Genrobotics is an Indian robotics company that specializes in the design and development of robotic-powered exoskeletons and human-controlled robotic systems.

History 
Genrobotics was founded in 2017 by a group of engineering graduates and is headquartered in Trivandrum, Kerala, India.
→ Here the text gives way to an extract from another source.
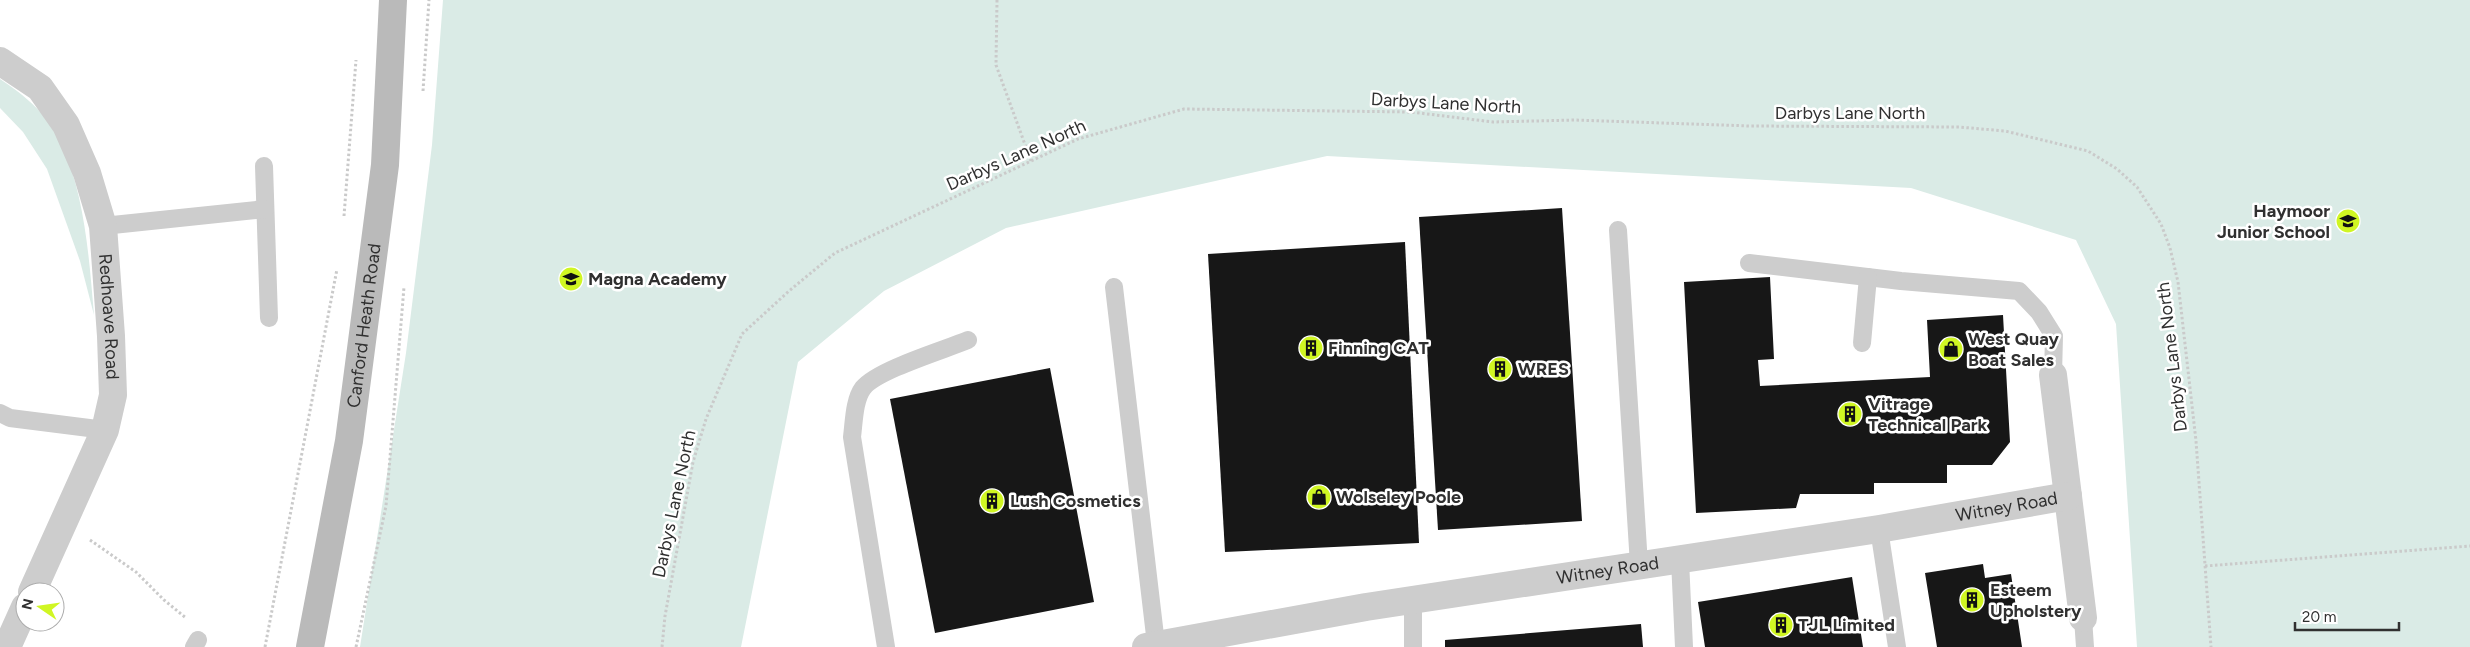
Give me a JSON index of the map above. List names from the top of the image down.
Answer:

In 2018, Genrobotics released the Bandicoot robot for cleaning sewers that had previously required manual scavenging which aims to eradicate manual scavenging from the world. Bandicoot Robot can do every action that a sanitation worker performs inside the manhole. The robot is the developed under the ‘Make in India’, 'Athma Nirban Bharat'  and initiatives by an Indian startup Genrobotics.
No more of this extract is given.